Today in 1990, Panama’s General Manuel Antonio Noriega, after holing up for 10 days at the Vatican embassy in Panama City, surrendered to U.S. military troops to face charges of drug trafficking. Noriega was flown to Miami the following day and crowds of citizens on the streets of Panama City rejoiced. On July 10, 1992, the former dictator was convicted of drug trafficking, money laundering and racketeering and sentenced to 40 years in prison.
Today in 1777 George Washington managed to evade conflict with General Charles Cornwallis, who had been dispatched to Trenton to bag Washington, and won several encounters with the British rear guard, as Cornwallis left Princeton for Trenton, New Jersey.
Forty Patriots and 275 British soldiers died during ensuing Battle of Princeton. After the defeat, the Howe brothers (General William and Admiral Richard) chose to leave most of New Jersey to Washington.
New Jersey had endured British invasion and rape and plunder at the hands of Britain’s Hessian mercenaries. Now, as the Patriot militia resumed control, New Jersey Loyalists faced exile or humiliating repatriation.
Today in 1961 President Dwight D. Eisenhower closed the American embassy in Havana and severed diplomatic relations. Relations between the United States and Cuba had been steadily declining since Castro seized power in early 1959.
This marked the end of America’s policy of trying to resolve its differences with Castro’s government through diplomacy.
Today in 1959 President Eisenhower signed a special proclamation admitting the territory of Alaska into the Union as the 49th and largest state.
Today in 1967 Jack Ruby (originally known as Jacob Rubenstein), the Dallas nightclub owner who killed the alleged assassin of President John F. Kennedy, died of cancer in a Dallas hospital. The Texas Court of Appeals had recently overturned his death sentence for the murder of Lee Harvey Oswald and was scheduled to grant him a new trial.
The official Warren Commission report of 1964 concluded that neither Oswald nor Ruby were part of a larger conspiracy, either domestic or international, to assassinate President Kennedy. Despite its seemingly firm conclusions, the report failed to silence conspiracy theories surrounding the event.
Today in 1987 at Cleveland, Ohio, the Rock and Roll Hall of Fame inducted the first woman, Aretha Franklin. For various reasons male inductees far outnumber female performers.
Today there are 701 individuals inducted into the Rock and Roll Hall of Fame.
Today in 1993 at Buffalo, New York the Buffalo Bills faced a losing score of 28-3 against the Houston Oilers in a wild card playoff. The Oilers scored another touchdown at the beginning of the second half, the score was 35-3. In a game remembered as “The Comeback” the Bills won 41-38 in overtime.
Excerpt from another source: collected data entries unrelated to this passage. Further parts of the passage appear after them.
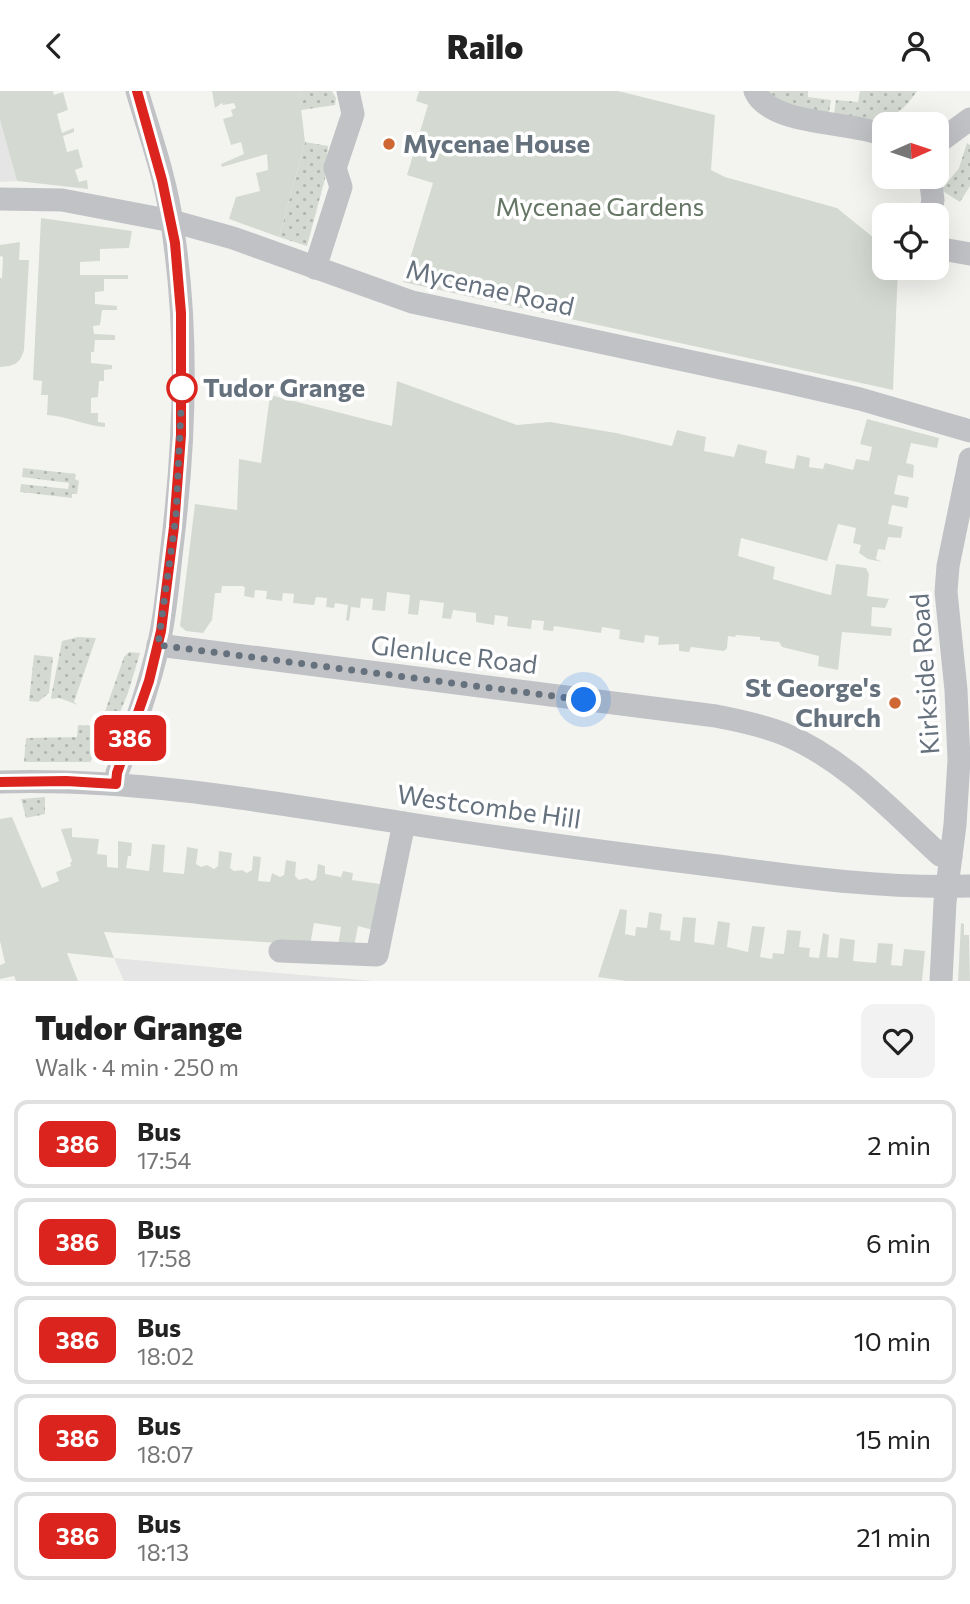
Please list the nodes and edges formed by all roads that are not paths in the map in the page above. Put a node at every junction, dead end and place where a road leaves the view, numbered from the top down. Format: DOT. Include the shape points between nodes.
graph roads {
  1 [pos="137,91"];
  2 [pos="348,91"];
  3 [pos="755,91"];
  4 [pos="970,119"];
  5 [pos="872,132"];
  6 [pos="949,134"];
  7 [pos="0,199"];
  8 [pos="172,221"];
  9 [pos="949,250"];
  10 [pos="970,254"];
  11 [pos="315,268"];
  12 [pos="970,431"];
  13 [pos="970,459"];
  14 [pos="158,645"];
  15 [pos="962,666"];
  16 [pos="0,782"];
  17 [pos="116,784"];
  18 [pos="404,823"];
  19 [pos="951,856"];
  20 [pos="970,886"];
  21 [pos="946,887"];
  22 [pos="280,951"];
  23 [pos="941,981"];
  1 -- 8 [label="street"];
  2 -- 11 [label="street" via="353,114 335,168 341,187"];
  3 -- 5 [label="street" via="777,112"];
  4 -- 6 [label="street"];
  7 -- 8 [label="street, Mycenae Road" via="62,200"];
  8 -- 11 [label="street, Mycenae Road"];
  8 -- 14 [label="street" via="181,313 181,435"];
  9 -- 10 [label="street"];
  11 -- 12 [label="street, Mycenae Road" via="412,302 860,399"];
  13 -- 15 [label="street, Kirkside Road" via="946,592"];
  14 -- 17 [label="street"];
  14 -- 19 [label="street, Glenluce Road" via="716,716 759,726 821,753 865,785 940,855"];
  15 -- 19 [label="street, Kirkside Road"];
  16 -- 17 [label="street, Westcombe Hill"];
  17 -- 18 [label="street, Westcombe Hill"];
  18 -- 21 [label="street, Westcombe Hill" via="845,881"];
  18 -- 22 [label="street" via="377,955"];
  19 -- 21 [label="street, Kirkside Road"];
  20 -- 21 [label="street, Westcombe Hill"];
  21 -- 23 [label="street, Kirkside Road"];
}
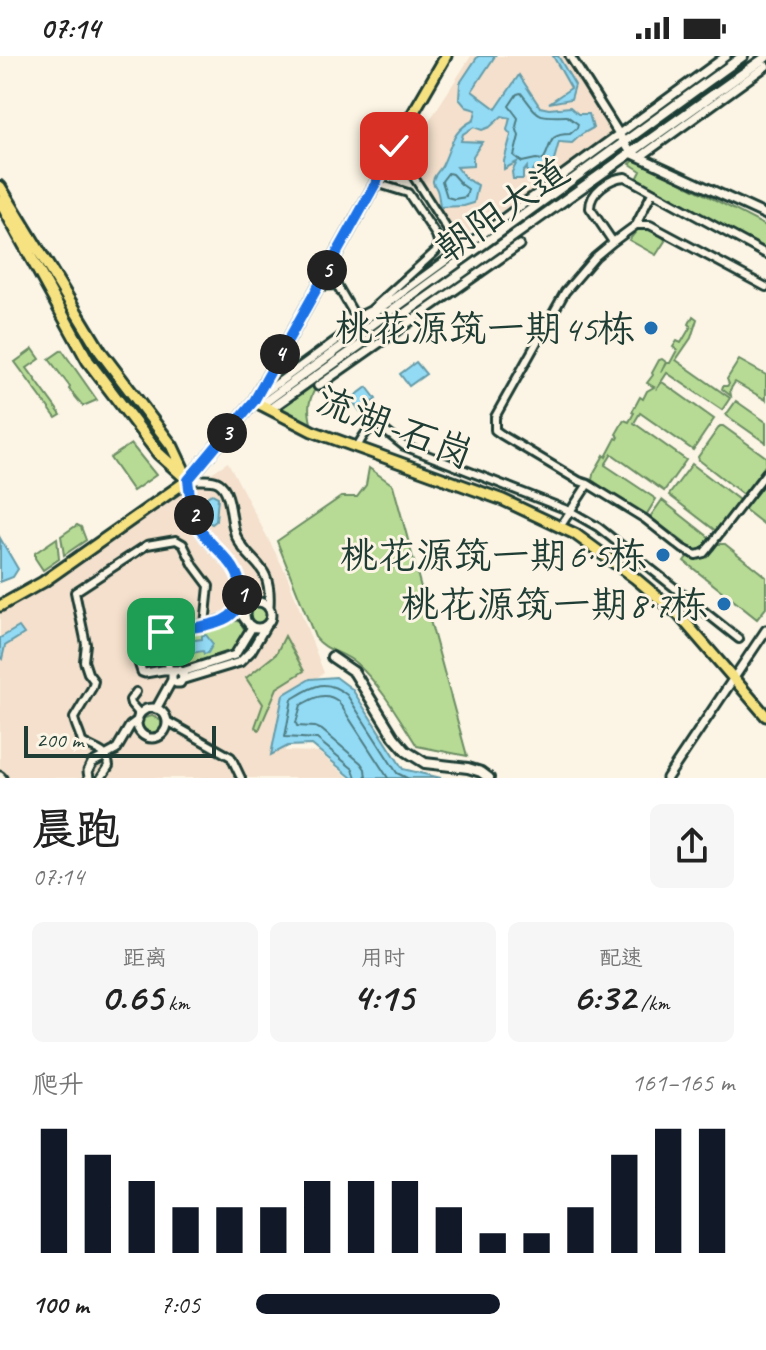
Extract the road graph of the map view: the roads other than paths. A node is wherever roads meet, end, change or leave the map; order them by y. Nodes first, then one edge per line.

Many Bills fans went home at half time, missing the largest comeback in history.
The Bills got to the Super Bowl that year and lost to the Dallas Cowboys.
Today in 1938 Franklin D. Roosevelt founded the National Foundation for Infantile Paralysis, originally a non-profit Georgia Warm Springs Foundation FDR started in 1926.
Funded originally through the generosity of wealthy celebrities at yearly President’s Birthday Balls, Roosevelt decided to appeal to the general public for help. .At one fundraiser, celebrity singer Eddie Cantor jokingly urged the public to send dimes to the president, coining the term March of Dimes. The public flooded the White House with 2,680,000 dimes and thousands of dollars in donations.
Roosevelt, who died in 1945, did not live to see Dr. Jonas Salk develop and test the first successful polio vaccine in 1955.
Today in 1945 in preparation for planned assaults against Iwo Jima, Okinawa, and mainland Japan, Gen. Douglas MacArthur was placed in command of all U.S. ground forces and Adm. Chester Nimitz placed in command of all U.S. naval forces. This effectively ended the concept of unified commands, in which one man oversaw more than one service from more than one country in a distinct region.
Both MacArthur and Nimitz had the honor of accepting the formal Japanese surrender on September 2, 1945, aboard the USS Missouri.
Today in 1993 President George Bush and Russian President Boris Yeltsin signed the Start-II (Strategic Arms Reduction Talks) Treaty, eliminating about two-thirds of each country’s long range nuclear weapons.